Data to use Start Marker

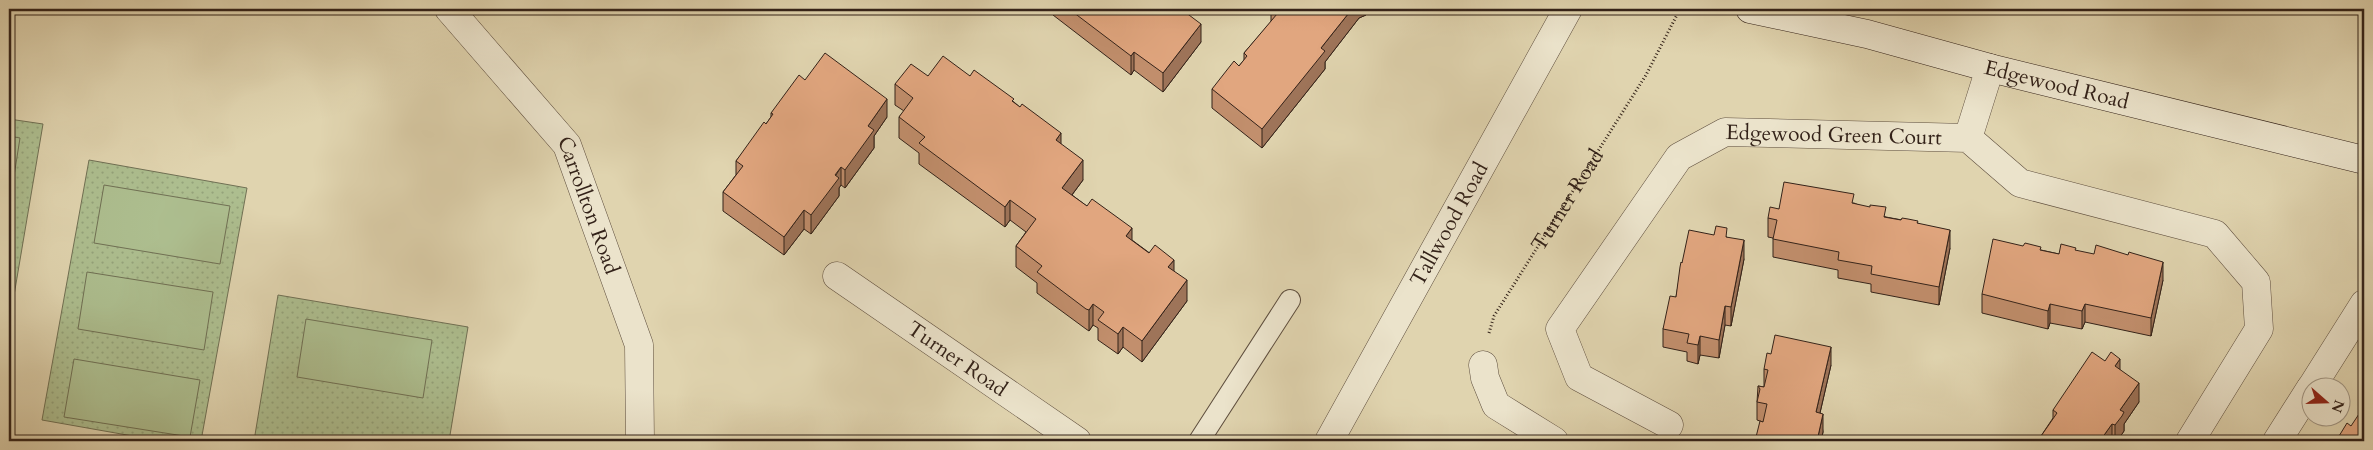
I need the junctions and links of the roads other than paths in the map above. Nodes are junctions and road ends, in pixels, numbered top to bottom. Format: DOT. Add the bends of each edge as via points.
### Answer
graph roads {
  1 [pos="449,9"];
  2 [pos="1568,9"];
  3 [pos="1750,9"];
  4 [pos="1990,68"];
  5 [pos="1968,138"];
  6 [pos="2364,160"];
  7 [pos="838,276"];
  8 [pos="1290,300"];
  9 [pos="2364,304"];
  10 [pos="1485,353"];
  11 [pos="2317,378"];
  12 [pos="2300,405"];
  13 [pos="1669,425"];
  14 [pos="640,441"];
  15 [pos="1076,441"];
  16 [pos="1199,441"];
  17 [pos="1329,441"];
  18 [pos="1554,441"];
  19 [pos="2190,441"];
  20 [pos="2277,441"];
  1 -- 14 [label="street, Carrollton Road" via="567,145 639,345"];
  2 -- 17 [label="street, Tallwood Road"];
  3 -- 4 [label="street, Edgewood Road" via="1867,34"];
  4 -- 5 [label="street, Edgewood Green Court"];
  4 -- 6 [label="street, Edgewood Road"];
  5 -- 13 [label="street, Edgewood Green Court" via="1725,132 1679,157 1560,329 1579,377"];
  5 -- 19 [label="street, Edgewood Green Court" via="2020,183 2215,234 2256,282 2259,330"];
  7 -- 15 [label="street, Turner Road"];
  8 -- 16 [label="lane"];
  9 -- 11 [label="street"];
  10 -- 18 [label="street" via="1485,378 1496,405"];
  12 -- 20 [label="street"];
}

Data to use End Marker

● Task description: What you should produce is an exact copy of the records, with the pictures left out.

● Written response:
I need the junctions and links of the roads other than paths in the map above. Nodes are junctions and road ends, in pixels, numbered top to bottom. Format: DOT. Add the bends of each edge as via points.
### Answer
graph roads {
  1 [pos="449,9"];
  2 [pos="1568,9"];
  3 [pos="1750,9"];
  4 [pos="1990,68"];
  5 [pos="1968,138"];
  6 [pos="2364,160"];
  7 [pos="838,276"];
  8 [pos="1290,300"];
  9 [pos="2364,304"];
  10 [pos="1485,353"];
  11 [pos="2317,378"];
  12 [pos="2300,405"];
  13 [pos="1669,425"];
  14 [pos="640,441"];
  15 [pos="1076,441"];
  16 [pos="1199,441"];
  17 [pos="1329,441"];
  18 [pos="1554,441"];
  19 [pos="2190,441"];
  20 [pos="2277,441"];
  1 -- 14 [label="street, Carrollton Road" via="567,145 639,345"];
  2 -- 17 [label="street, Tallwood Road"];
  3 -- 4 [label="street, Edgewood Road" via="1867,34"];
  4 -- 5 [label="street, Edgewood Green Court"];
  4 -- 6 [label="street, Edgewood Road"];
  5 -- 13 [label="street, Edgewood Green Court" via="1725,132 1679,157 1560,329 1579,377"];
  5 -- 19 [label="street, Edgewood Green Court" via="2020,183 2215,234 2256,282 2259,330"];
  7 -- 15 [label="street, Turner Road"];
  8 -- 16 [label="lane"];
  9 -- 11 [label="street"];
  10 -- 18 [label="street" via="1485,378 1496,405"];
  12 -- 20 [label="street"];
}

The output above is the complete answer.